• _WHAT THE EXERCISE ASKS_:
Exact copy, pictures excluded: please retype every record below.

• _GIVEN RECORDS_:
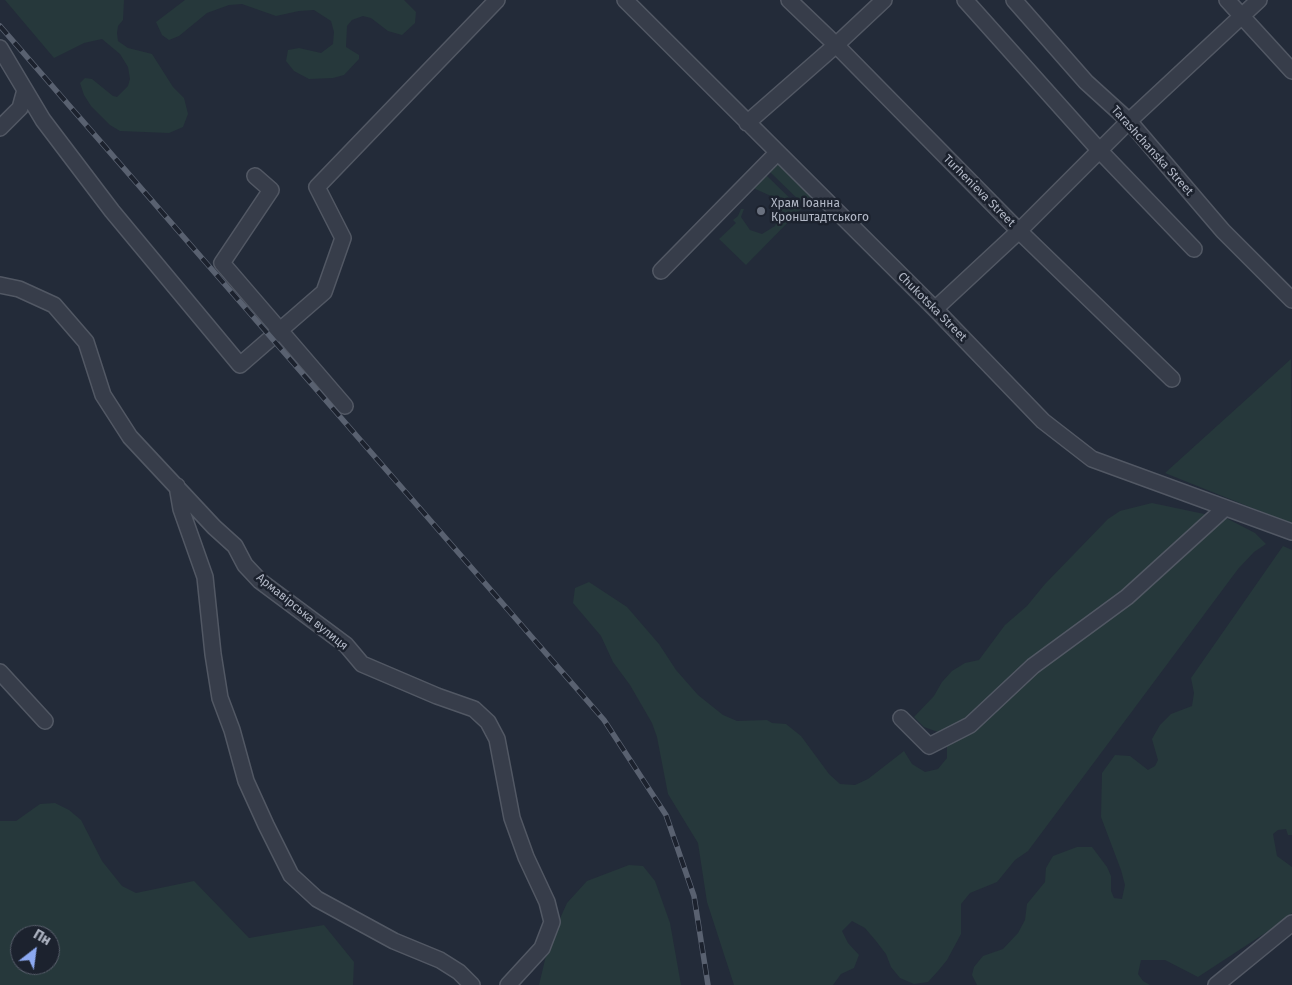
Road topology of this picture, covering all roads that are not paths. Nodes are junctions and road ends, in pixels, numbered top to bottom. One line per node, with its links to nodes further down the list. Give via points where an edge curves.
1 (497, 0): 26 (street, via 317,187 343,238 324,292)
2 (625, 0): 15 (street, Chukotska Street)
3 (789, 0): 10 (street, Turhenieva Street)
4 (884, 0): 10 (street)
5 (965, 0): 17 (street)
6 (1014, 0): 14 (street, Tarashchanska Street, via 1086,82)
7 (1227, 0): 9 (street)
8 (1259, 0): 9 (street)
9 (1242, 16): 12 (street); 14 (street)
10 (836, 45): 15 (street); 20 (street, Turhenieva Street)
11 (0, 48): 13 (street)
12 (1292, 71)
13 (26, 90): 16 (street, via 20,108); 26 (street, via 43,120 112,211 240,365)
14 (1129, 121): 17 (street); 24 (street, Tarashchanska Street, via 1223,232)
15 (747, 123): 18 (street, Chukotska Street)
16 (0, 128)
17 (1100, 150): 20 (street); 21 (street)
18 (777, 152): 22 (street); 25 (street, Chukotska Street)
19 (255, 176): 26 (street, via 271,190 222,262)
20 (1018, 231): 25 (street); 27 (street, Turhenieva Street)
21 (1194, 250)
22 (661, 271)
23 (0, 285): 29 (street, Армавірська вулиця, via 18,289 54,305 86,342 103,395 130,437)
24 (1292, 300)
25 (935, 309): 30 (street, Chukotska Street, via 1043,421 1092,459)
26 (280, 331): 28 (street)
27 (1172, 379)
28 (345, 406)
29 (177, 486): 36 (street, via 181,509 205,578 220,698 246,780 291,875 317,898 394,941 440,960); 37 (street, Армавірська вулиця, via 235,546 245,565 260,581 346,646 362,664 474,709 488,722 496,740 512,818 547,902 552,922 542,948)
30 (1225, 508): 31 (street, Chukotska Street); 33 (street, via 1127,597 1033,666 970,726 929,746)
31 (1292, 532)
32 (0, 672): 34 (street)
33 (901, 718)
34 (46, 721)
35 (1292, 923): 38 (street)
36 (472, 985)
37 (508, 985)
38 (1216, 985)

• _EXERCISE ANSWER_:
Road topology of this picture, covering all roads that are not paths. Nodes are junctions and road ends, in pixels, numbered top to bottom. One line per node, with its links to nodes further down the list. Give via points where an edge curves.
1 (497, 0): 26 (street, via 317,187 343,238 324,292)
2 (625, 0): 15 (street, Chukotska Street)
3 (789, 0): 10 (street, Turhenieva Street)
4 (884, 0): 10 (street)
5 (965, 0): 17 (street)
6 (1014, 0): 14 (street, Tarashchanska Street, via 1086,82)
7 (1227, 0): 9 (street)
8 (1259, 0): 9 (street)
9 (1242, 16): 12 (street); 14 (street)
10 (836, 45): 15 (street); 20 (street, Turhenieva Street)
11 (0, 48): 13 (street)
12 (1292, 71)
13 (26, 90): 16 (street, via 20,108); 26 (street, via 43,120 112,211 240,365)
14 (1129, 121): 17 (street); 24 (street, Tarashchanska Street, via 1223,232)
15 (747, 123): 18 (street, Chukotska Street)
16 (0, 128)
17 (1100, 150): 20 (street); 21 (street)
18 (777, 152): 22 (street); 25 (street, Chukotska Street)
19 (255, 176): 26 (street, via 271,190 222,262)
20 (1018, 231): 25 (street); 27 (street, Turhenieva Street)
21 (1194, 250)
22 (661, 271)
23 (0, 285): 29 (street, Армавірська вулиця, via 18,289 54,305 86,342 103,395 130,437)
24 (1292, 300)
25 (935, 309): 30 (street, Chukotska Street, via 1043,421 1092,459)
26 (280, 331): 28 (street)
27 (1172, 379)
28 (345, 406)
29 (177, 486): 36 (street, via 181,509 205,578 220,698 246,780 291,875 317,898 394,941 440,960); 37 (street, Армавірська вулиця, via 235,546 245,565 260,581 346,646 362,664 474,709 488,722 496,740 512,818 547,902 552,922 542,948)
30 (1225, 508): 31 (street, Chukotska Street); 33 (street, via 1127,597 1033,666 970,726 929,746)
31 (1292, 532)
32 (0, 672): 34 (street)
33 (901, 718)
34 (46, 721)
35 (1292, 923): 38 (street)
36 (472, 985)
37 (508, 985)
38 (1216, 985)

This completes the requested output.